=== Section Start ===
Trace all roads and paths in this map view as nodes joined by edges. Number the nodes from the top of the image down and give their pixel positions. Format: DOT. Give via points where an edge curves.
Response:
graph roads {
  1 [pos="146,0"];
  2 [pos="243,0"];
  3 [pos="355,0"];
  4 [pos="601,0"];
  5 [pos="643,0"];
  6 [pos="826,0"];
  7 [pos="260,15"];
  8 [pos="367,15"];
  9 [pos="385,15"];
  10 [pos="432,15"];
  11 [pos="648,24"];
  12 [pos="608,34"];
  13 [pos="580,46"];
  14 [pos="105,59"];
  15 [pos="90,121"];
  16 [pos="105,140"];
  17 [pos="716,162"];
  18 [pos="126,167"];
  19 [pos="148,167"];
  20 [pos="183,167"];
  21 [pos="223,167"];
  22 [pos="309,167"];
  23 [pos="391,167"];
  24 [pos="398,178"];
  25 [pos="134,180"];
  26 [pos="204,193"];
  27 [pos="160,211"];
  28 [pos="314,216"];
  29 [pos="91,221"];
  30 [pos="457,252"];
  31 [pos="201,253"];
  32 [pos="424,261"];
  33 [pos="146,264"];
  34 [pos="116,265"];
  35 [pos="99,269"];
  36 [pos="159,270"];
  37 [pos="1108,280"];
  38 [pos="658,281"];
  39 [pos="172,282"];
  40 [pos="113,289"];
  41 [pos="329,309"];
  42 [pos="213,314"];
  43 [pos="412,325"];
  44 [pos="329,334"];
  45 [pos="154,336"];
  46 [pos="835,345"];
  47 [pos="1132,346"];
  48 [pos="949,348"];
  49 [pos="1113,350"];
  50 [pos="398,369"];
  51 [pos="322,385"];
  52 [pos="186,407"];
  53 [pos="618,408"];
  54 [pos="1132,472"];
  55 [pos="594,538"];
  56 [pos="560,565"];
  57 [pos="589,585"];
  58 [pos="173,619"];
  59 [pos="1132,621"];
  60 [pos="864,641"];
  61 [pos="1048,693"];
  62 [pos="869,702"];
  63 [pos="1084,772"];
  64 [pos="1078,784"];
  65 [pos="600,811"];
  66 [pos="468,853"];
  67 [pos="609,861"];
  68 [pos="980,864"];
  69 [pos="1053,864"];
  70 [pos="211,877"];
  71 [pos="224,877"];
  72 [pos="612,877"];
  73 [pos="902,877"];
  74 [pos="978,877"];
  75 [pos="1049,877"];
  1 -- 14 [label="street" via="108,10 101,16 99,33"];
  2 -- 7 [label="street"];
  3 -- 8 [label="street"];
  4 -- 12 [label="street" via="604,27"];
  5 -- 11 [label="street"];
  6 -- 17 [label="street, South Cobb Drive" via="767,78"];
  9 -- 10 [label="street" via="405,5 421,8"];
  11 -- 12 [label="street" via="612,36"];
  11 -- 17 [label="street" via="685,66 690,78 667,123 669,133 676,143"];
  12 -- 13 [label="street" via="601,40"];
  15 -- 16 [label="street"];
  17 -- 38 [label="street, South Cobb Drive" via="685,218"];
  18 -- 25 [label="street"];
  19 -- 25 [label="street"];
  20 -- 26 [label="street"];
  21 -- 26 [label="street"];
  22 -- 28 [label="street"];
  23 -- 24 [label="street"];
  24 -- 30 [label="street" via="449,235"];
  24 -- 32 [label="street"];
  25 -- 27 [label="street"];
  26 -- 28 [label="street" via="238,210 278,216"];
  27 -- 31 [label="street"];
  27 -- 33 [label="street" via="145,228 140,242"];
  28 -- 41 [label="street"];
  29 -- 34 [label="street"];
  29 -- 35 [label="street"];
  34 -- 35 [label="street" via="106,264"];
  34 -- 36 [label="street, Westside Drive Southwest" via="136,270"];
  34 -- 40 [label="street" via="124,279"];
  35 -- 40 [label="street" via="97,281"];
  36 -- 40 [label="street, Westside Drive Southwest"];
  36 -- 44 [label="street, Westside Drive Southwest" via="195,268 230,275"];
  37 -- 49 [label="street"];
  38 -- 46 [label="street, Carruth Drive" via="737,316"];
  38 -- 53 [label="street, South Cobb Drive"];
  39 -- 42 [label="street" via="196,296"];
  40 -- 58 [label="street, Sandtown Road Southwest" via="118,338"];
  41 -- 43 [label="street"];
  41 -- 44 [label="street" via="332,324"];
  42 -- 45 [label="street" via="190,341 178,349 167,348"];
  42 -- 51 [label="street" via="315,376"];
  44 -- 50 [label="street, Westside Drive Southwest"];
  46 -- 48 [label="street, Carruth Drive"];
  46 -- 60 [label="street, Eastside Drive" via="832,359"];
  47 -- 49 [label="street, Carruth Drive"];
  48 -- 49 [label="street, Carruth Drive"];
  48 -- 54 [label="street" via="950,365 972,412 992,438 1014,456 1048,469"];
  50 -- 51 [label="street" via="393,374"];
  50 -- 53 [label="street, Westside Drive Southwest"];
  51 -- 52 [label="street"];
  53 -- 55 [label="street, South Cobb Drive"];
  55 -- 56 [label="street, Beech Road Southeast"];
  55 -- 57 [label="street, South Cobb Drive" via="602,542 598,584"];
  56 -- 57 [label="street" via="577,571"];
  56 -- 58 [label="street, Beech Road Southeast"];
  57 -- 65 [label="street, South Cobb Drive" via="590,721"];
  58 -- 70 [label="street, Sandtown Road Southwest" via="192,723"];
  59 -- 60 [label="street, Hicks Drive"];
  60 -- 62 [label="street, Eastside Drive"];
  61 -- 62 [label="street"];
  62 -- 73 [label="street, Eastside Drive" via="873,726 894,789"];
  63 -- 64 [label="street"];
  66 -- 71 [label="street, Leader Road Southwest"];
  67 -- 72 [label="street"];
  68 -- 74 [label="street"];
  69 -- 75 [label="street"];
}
=== Section End ===
▶ [YOUR OBJECTIVE] Print the data in full, with each line exactly as given.

▶ [EXPECTED OUTPUT]
Trace all roads and paths in this map view as nodes joined by edges. Number the nodes from the top of the image down and give their pixel positions. Format: DOT. Give via points where an edge curves.
Response:
graph roads {
  1 [pos="146,0"];
  2 [pos="243,0"];
  3 [pos="355,0"];
  4 [pos="601,0"];
  5 [pos="643,0"];
  6 [pos="826,0"];
  7 [pos="260,15"];
  8 [pos="367,15"];
  9 [pos="385,15"];
  10 [pos="432,15"];
  11 [pos="648,24"];
  12 [pos="608,34"];
  13 [pos="580,46"];
  14 [pos="105,59"];
  15 [pos="90,121"];
  16 [pos="105,140"];
  17 [pos="716,162"];
  18 [pos="126,167"];
  19 [pos="148,167"];
  20 [pos="183,167"];
  21 [pos="223,167"];
  22 [pos="309,167"];
  23 [pos="391,167"];
  24 [pos="398,178"];
  25 [pos="134,180"];
  26 [pos="204,193"];
  27 [pos="160,211"];
  28 [pos="314,216"];
  29 [pos="91,221"];
  30 [pos="457,252"];
  31 [pos="201,253"];
  32 [pos="424,261"];
  33 [pos="146,264"];
  34 [pos="116,265"];
  35 [pos="99,269"];
  36 [pos="159,270"];
  37 [pos="1108,280"];
  38 [pos="658,281"];
  39 [pos="172,282"];
  40 [pos="113,289"];
  41 [pos="329,309"];
  42 [pos="213,314"];
  43 [pos="412,325"];
  44 [pos="329,334"];
  45 [pos="154,336"];
  46 [pos="835,345"];
  47 [pos="1132,346"];
  48 [pos="949,348"];
  49 [pos="1113,350"];
  50 [pos="398,369"];
  51 [pos="322,385"];
  52 [pos="186,407"];
  53 [pos="618,408"];
  54 [pos="1132,472"];
  55 [pos="594,538"];
  56 [pos="560,565"];
  57 [pos="589,585"];
  58 [pos="173,619"];
  59 [pos="1132,621"];
  60 [pos="864,641"];
  61 [pos="1048,693"];
  62 [pos="869,702"];
  63 [pos="1084,772"];
  64 [pos="1078,784"];
  65 [pos="600,811"];
  66 [pos="468,853"];
  67 [pos="609,861"];
  68 [pos="980,864"];
  69 [pos="1053,864"];
  70 [pos="211,877"];
  71 [pos="224,877"];
  72 [pos="612,877"];
  73 [pos="902,877"];
  74 [pos="978,877"];
  75 [pos="1049,877"];
  1 -- 14 [label="street" via="108,10 101,16 99,33"];
  2 -- 7 [label="street"];
  3 -- 8 [label="street"];
  4 -- 12 [label="street" via="604,27"];
  5 -- 11 [label="street"];
  6 -- 17 [label="street, South Cobb Drive" via="767,78"];
  9 -- 10 [label="street" via="405,5 421,8"];
  11 -- 12 [label="street" via="612,36"];
  11 -- 17 [label="street" via="685,66 690,78 667,123 669,133 676,143"];
  12 -- 13 [label="street" via="601,40"];
  15 -- 16 [label="street"];
  17 -- 38 [label="street, South Cobb Drive" via="685,218"];
  18 -- 25 [label="street"];
  19 -- 25 [label="street"];
  20 -- 26 [label="street"];
  21 -- 26 [label="street"];
  22 -- 28 [label="street"];
  23 -- 24 [label="street"];
  24 -- 30 [label="street" via="449,235"];
  24 -- 32 [label="street"];
  25 -- 27 [label="street"];
  26 -- 28 [label="street" via="238,210 278,216"];
  27 -- 31 [label="street"];
  27 -- 33 [label="street" via="145,228 140,242"];
  28 -- 41 [label="street"];
  29 -- 34 [label="street"];
  29 -- 35 [label="street"];
  34 -- 35 [label="street" via="106,264"];
  34 -- 36 [label="street, Westside Drive Southwest" via="136,270"];
  34 -- 40 [label="street" via="124,279"];
  35 -- 40 [label="street" via="97,281"];
  36 -- 40 [label="street, Westside Drive Southwest"];
  36 -- 44 [label="street, Westside Drive Southwest" via="195,268 230,275"];
  37 -- 49 [label="street"];
  38 -- 46 [label="street, Carruth Drive" via="737,316"];
  38 -- 53 [label="street, South Cobb Drive"];
  39 -- 42 [label="street" via="196,296"];
  40 -- 58 [label="street, Sandtown Road Southwest" via="118,338"];
  41 -- 43 [label="street"];
  41 -- 44 [label="street" via="332,324"];
  42 -- 45 [label="street" via="190,341 178,349 167,348"];
  42 -- 51 [label="street" via="315,376"];
  44 -- 50 [label="street, Westside Drive Southwest"];
  46 -- 48 [label="street, Carruth Drive"];
  46 -- 60 [label="street, Eastside Drive" via="832,359"];
  47 -- 49 [label="street, Carruth Drive"];
  48 -- 49 [label="street, Carruth Drive"];
  48 -- 54 [label="street" via="950,365 972,412 992,438 1014,456 1048,469"];
  50 -- 51 [label="street" via="393,374"];
  50 -- 53 [label="street, Westside Drive Southwest"];
  51 -- 52 [label="street"];
  53 -- 55 [label="street, South Cobb Drive"];
  55 -- 56 [label="street, Beech Road Southeast"];
  55 -- 57 [label="street, South Cobb Drive" via="602,542 598,584"];
  56 -- 57 [label="street" via="577,571"];
  56 -- 58 [label="street, Beech Road Southeast"];
  57 -- 65 [label="street, South Cobb Drive" via="590,721"];
  58 -- 70 [label="street, Sandtown Road Southwest" via="192,723"];
  59 -- 60 [label="street, Hicks Drive"];
  60 -- 62 [label="street, Eastside Drive"];
  61 -- 62 [label="street"];
  62 -- 73 [label="street, Eastside Drive" via="873,726 894,789"];
  63 -- 64 [label="street"];
  66 -- 71 [label="street, Leader Road Southwest"];
  67 -- 72 [label="street"];
  68 -- 74 [label="street"];
  69 -- 75 [label="street"];
}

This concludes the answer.